I slept little after that, but I managed to fall asleep just a few minutes before Jayson awakened me. This was just after 6:00 a.m., the official end of the sleep study. He removed all the sensors, but left the numerous electrodes, which would be needed for the nap study, and he again bundled up the wires to hang them from my collar. I got dressed, moving the wire bundle to my shirt collar, and the clinic provided breakfast in my room.

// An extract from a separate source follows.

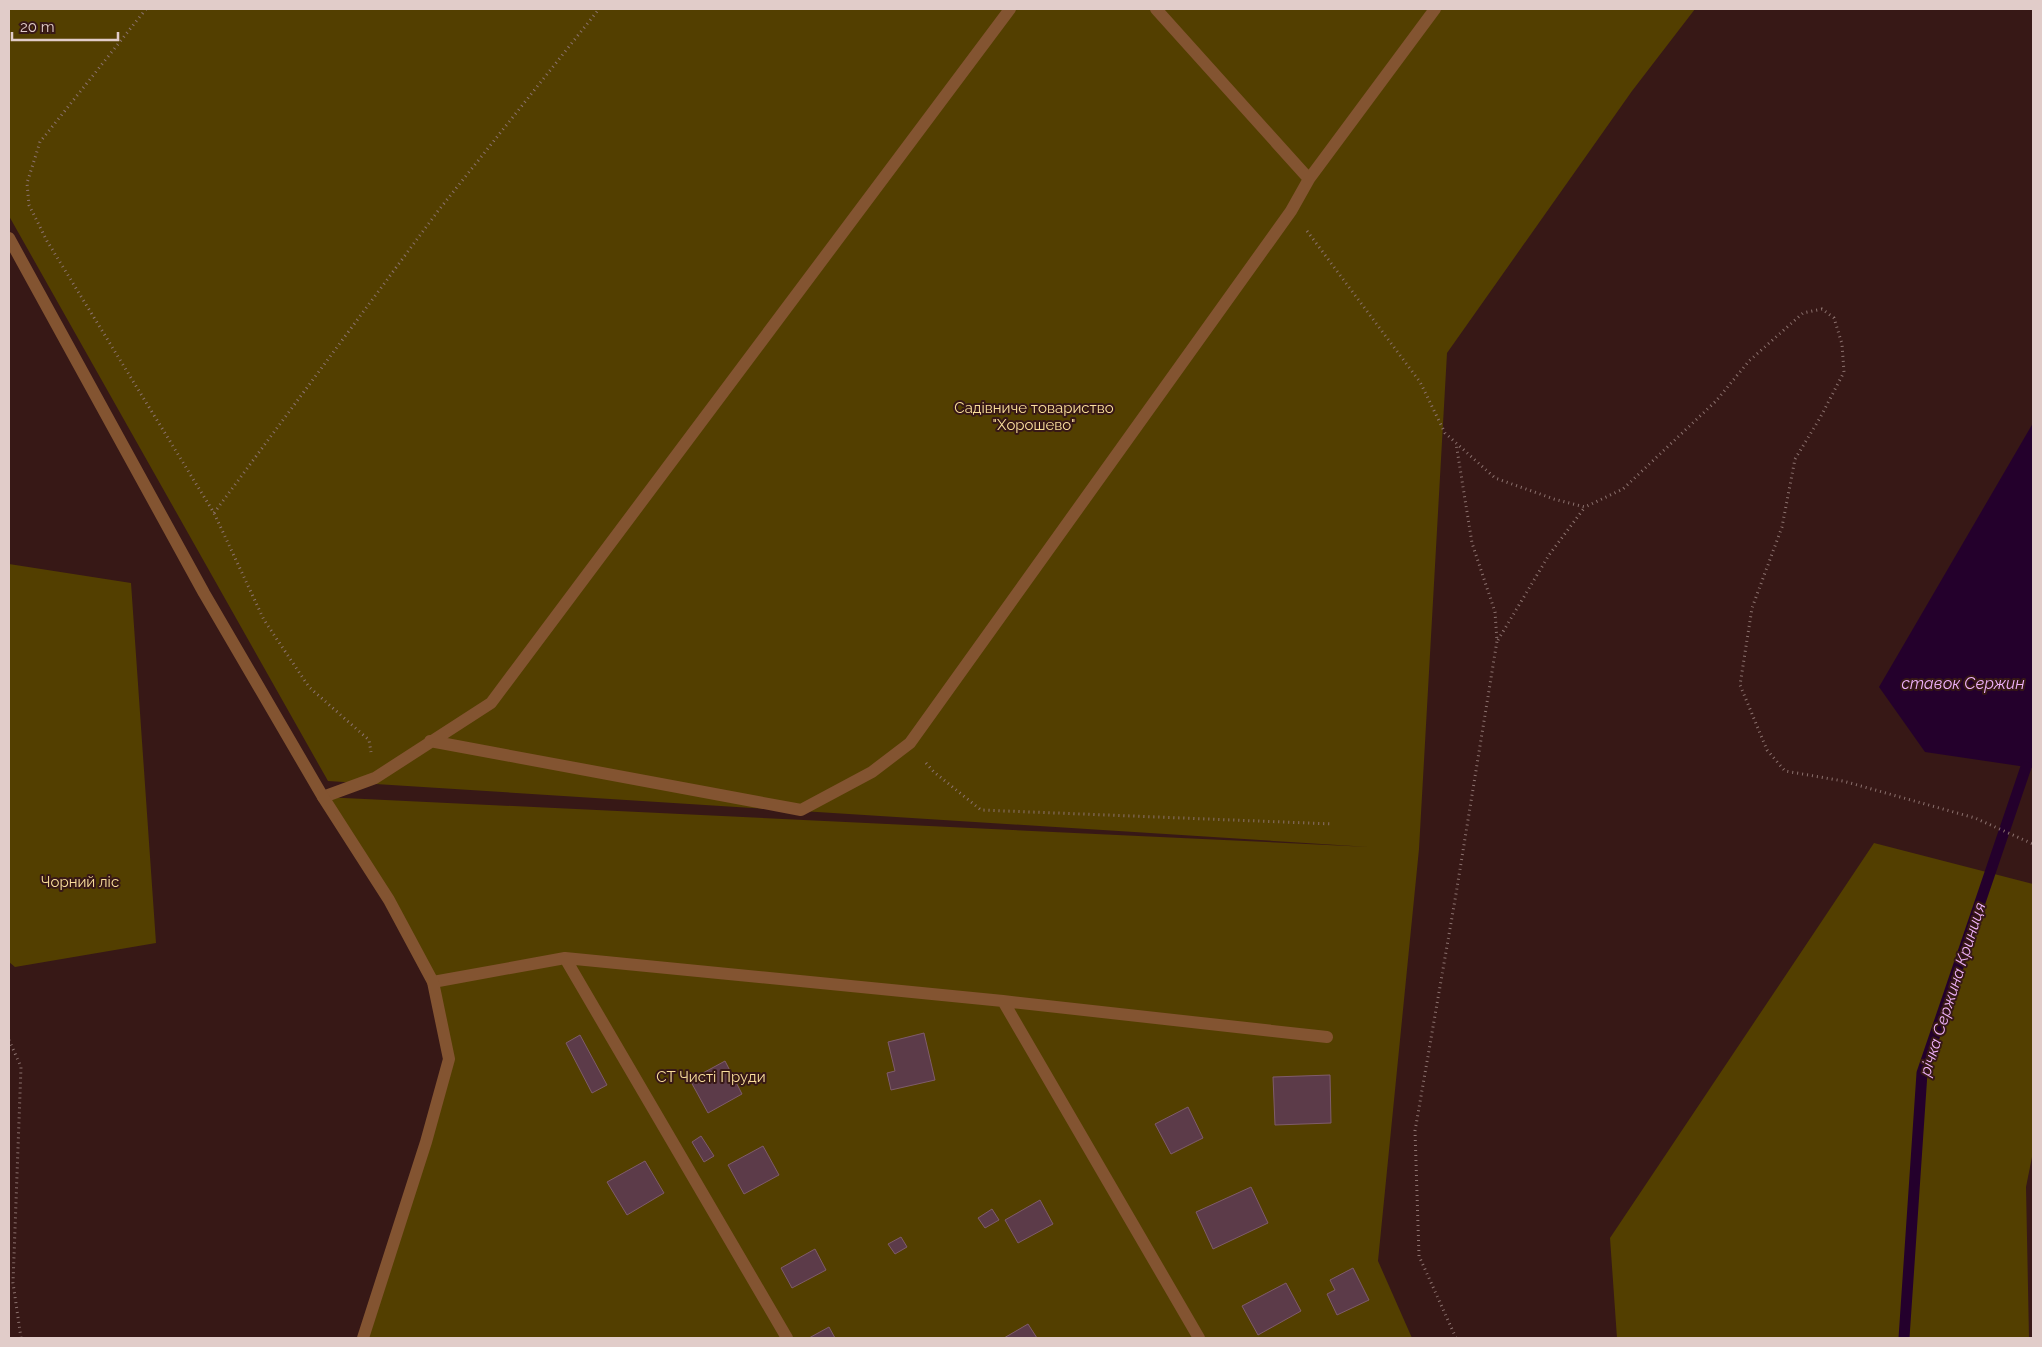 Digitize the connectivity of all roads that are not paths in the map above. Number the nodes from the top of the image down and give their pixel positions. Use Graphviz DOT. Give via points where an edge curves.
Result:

My first attempt to nap was at 7:30. Eugene, one of the daytime technicians, led me through the process. I stayed dressed, but got in bed in the darkened room and tried to sleep for the 20-minute nap interval. I didn't sleep. This exercise was repeated about every two hours, concluding around 1:45 p.m., and I stayed awake during all four nap intervals, despite my poor sleep during the night, and despite trying to relax. My daytime drowsiness often comes later in the afternoon, but it isn't uncommon around 1:30. Can I blame the electrodes for keeping me awake, despite my nighttime sleeping?

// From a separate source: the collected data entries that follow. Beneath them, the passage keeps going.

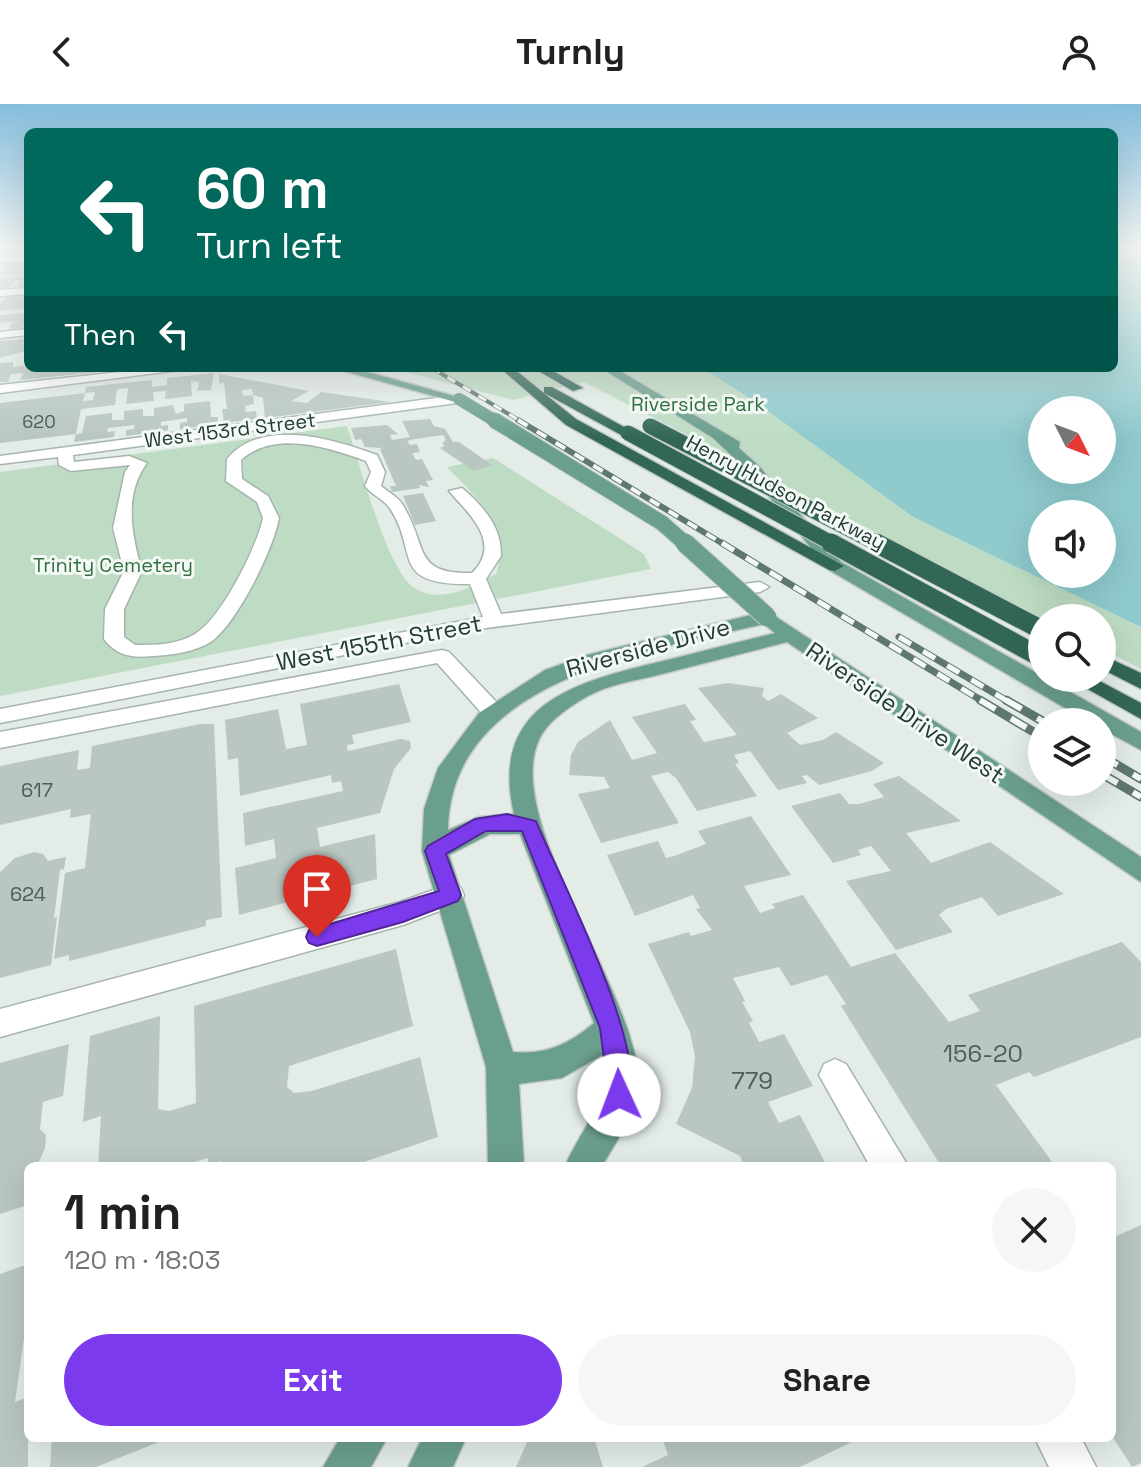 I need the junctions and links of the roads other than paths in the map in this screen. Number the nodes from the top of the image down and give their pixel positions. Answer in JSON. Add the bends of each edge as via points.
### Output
{"nodes":[{"id":1,"x":24,"y":332,"type":"edge"},
{"id":2,"x":0,"y":335,"type":"edge"},
{"id":3,"x":153,"y":372,"type":"edge"},
{"id":4,"x":355,"y":372,"type":"edge"},
{"id":5,"x":512,"y":372,"type":"edge"},
{"id":6,"x":516,"y":372,"type":"edge"},
{"id":7,"x":547,"y":372,"type":"edge"},
{"id":8,"x":613,"y":372,"type":"edge"},
{"id":9,"x":0,"y":389,"type":"edge"},
{"id":10,"x":595,"y":397,"type":"dead end"},
{"id":11,"x":459,"y":399,"type":"junction"},
{"id":12,"x":638,"y":426,"type":"junction"},
{"id":13,"x":720,"y":438,"type":"junction"},
{"id":14,"x":67,"y":452,"type":"junction"},
{"id":15,"x":0,"y":460,"type":"edge"},
{"id":16,"x":457,"y":491,"type":"dead end"},
{"id":17,"x":835,"y":566,"type":"junction"},
{"id":18,"x":477,"y":578,"type":"junction"},
{"id":19,"x":760,"y":587,"type":"dead end"},
{"id":20,"x":875,"y":589,"type":"junction"},
{"id":21,"x":767,"y":617,"type":"junction"},
{"id":22,"x":494,"y":621,"type":"junction"},
{"id":23,"x":1028,"y":623,"type":"edge"},
{"id":24,"x":789,"y":635,"type":"junction"},
{"id":25,"x":1028,"y":650,"type":"edge"},
{"id":26,"x":1116,"y":669,"type":"edge"},
{"id":27,"x":1141,"y":682,"type":"edge"},
{"id":28,"x":1104,"y":692,"type":"edge"},
{"id":29,"x":1141,"y":712,"type":"edge"},
{"id":30,"x":494,"y":713,"type":"junction"},
{"id":31,"x":0,"y":716,"type":"edge"},
{"id":32,"x":0,"y":740,"type":"edge"},
{"id":33,"x":1141,"y":742,"type":"edge"},
{"id":34,"x":529,"y":826,"type":"junction"},
{"id":35,"x":435,"y":851,"type":"junction"},
{"id":36,"x":1141,"y":871,"type":"edge"},
{"id":37,"x":450,"y":895,"type":"junction"},
{"id":38,"x":0,"y":1023,"type":"edge"},
{"id":39,"x":612,"y":1028,"type":"junction"},
{"id":40,"x":502,"y":1067,"type":"junction"},
{"id":41,"x":835,"y":1075,"type":"dead end"},
{"id":42,"x":506,"y":1162,"type":"edge"},
{"id":43,"x":585,"y":1162,"type":"edge"},
{"id":44,"x":888,"y":1162,"type":"edge"},
{"id":45,"x":363,"y":1442,"type":"edge"},
{"id":46,"x":443,"y":1442,"type":"edge"},
{"id":47,"x":1058,"y":1442,"type":"edge"},
{"id":48,"x":345,"y":1467,"type":"edge"},
{"id":49,"x":430,"y":1467,"type":"edge"},
{"id":50,"x":1074,"y":1467,"type":"edge"}],
"edges":[{"from":1,"to":2,"type":"street"},
{"from":3,"to":9,"type":"street"},
{"from":4,"to":11,"type":"main road","name":"Riverside Drive"},
{"from":5,"to":17,"type":"highway","via":[[571,422]]},
{"from":6,"to":12,"type":"highway","name":"Henry Hudson Parkway"},
{"from":7,"to":10,"type":"highway"},
{"from":8,"to":13,"type":"main road"},
{"from":11,"to":14,"type":"street","name":"West 153rd Street"},
{"from":11,"to":21,"type":"main road","name":"Riverside Drive","bridge":true,"via":[[662,523]]},
{"from":12,"to":23,"type":"highway","name":"Henry Hudson Parkway","bridge":true},
{"from":12,"to":25,"type":"highway","name":"Henry Hudson Parkway","bridge":true},
{"from":13,"to":17,"type":"main road","via":[[754,469]]},
{"from":13,"to":20,"type":"main road","via":[[767,467]]},
{"from":14,"to":15,"type":"street","name":"West 153rd Street"},
{"from":14,"to":18,"type":"street","via":[[64,462],[71,467],[140,463],[132,472],[121,528],[133,571],[112,614],[114,639],[130,651],[187,644],[211,632],[270,533],[269,507],[234,481],[234,459],[245,448],[273,439],[291,438],[372,458],[378,472],[373,486],[395,503],[423,569],[442,578]]},
{"from":16,"to":18,"type":"street","via":[[484,515],[494,554]]},
{"from":17,"to":20,"type":"main road"},
{"from":18,"to":22,"type":"street"},
{"from":19,"to":22,"type":"street","name":"West 155th Street"},
{"from":20,"to":33,"type":"main road"},
{"from":21,"to":24,"type":"main road","name":"Riverside Drive"},
{"from":21,"to":30,"type":"main road","name":"Riverside Drive","via":[[594,659],[552,675]]},
{"from":22,"to":31,"type":"street","name":"West 155th Street"},
{"from":24,"to":34,"type":"main road","name":"Riverside Drive","via":[[593,686],[553,710],[529,736],[520,767]]},
{"from":24,"to":36,"type":"main road","name":"Riverside Drive West"},
{"from":26,"to":27,"type":"highway"},
{"from":28,"to":29,"type":"highway"},
{"from":30,"to":32,"type":"street","name":"West 155th Street","via":[[442,656]]},
{"from":30,"to":35,"type":"main road","name":"Riverside Drive","via":[[450,768],[436,809]]},
{"from":34,"to":35,"type":"main road","via":[[507,821],[482,824]]},
{"from":34,"to":39,"type":"main road","name":"Riverside Drive"},
{"from":35,"to":37,"type":"main road","name":"Riverside Drive"},
{"from":37,"to":38,"type":"street","via":[[403,913]]},
{"from":37,"to":40,"type":"main road","name":"Riverside Drive"},
{"from":39,"to":40,"type":"main road","via":[[564,1064],[533,1071]]},
{"from":39,"to":43,"type":"main road","name":"Riverside Drive","via":[[622,1078],[619,1095]]},
{"from":40,"to":42,"type":"main road","name":"Riverside Drive"},
{"from":41,"to":44,"type":"street"},
{"from":45,"to":48,"type":"main road"},
{"from":46,"to":49,"type":"main road"},
{"from":47,"to":50,"type":"street"}]}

Between nap attempts I did some reading, wrote some notes, listened to some news and music, took some pictures, and went for some walks. I walked the halls on several levels of Methodist Hospital, and even put my coat on and walked outside on the hospital grounds for a while. Of course, I still had electrode wires hanging all over my head, but I didn't feel terribly self-conscious about them, mainly because I was at a hospital, after all.
I was pleased to find a beautiful painting of a great blue heron off the main lobby of the hospital. I love these grand birds--we see them often in our neighborhood, as we live only about a mile from the Minnesota Valley National Wildlife Refuge, and they feed in many of the local ponds and lakes. The painting, titled Ardea (the genus of the bird) is by a local artist, Paul Benson, and it was one of several of his fine paintings displayed in the hospital.
Lunch was served after my 11:30 nap attempt. I was surprised that it arrived with a little arrangement of flowers--four alstroemeria blossoms in a small glass bottle. The whole thing was barely more than four inches tall, but it was a nice touch--and the food was pretty good too.
After my 1:30 nap time, Eugene removed my electrodes, using acetone (or something similar) to unglue the ones stuck to my scalp. I packed my things--including the flowers--and headed home.
Two weeks later I had an appointment with Dr. Ravenscraft to hear about the results. The study showed almost no sleep apnea as such, but numerous brief "snoring-related" awakenings (technically, these are known as RERAs, Respiratory Effort Related Arousals). There were 93 of these during the night, so they constituted a significant amount of sleep disturbance. A consultation with the dentist who fitted the appliance I use indicated that we really couldn't adjust the device any further without causing jaw or bite problems, so I don't yet know how treatment will proceed. The options include continuing the less-than-ideal use of the dental appliance, going back to the CPAP machine, or possibly surgery (depending on the exact nature of the respiratory obstruction, which hasn't been established).
In recent weeks I've started doing a few all-night audio recordings while sleeping, to try to gauge my snoring. I use an inexpensive lapel microphone to record monaural audio directly to my computer, where I can scan a graphical display (instead of listening for hours) to try to spot periods of snoring. This seems to be one of the simplest at-home ways to measure possible sleep disturbance, and it has already provided some evidence that my snoring is much worse when I sleep on my left side than when I sleep on my right side. So maybe I can sleep somewhat better just by trying to stay on one side most of the time.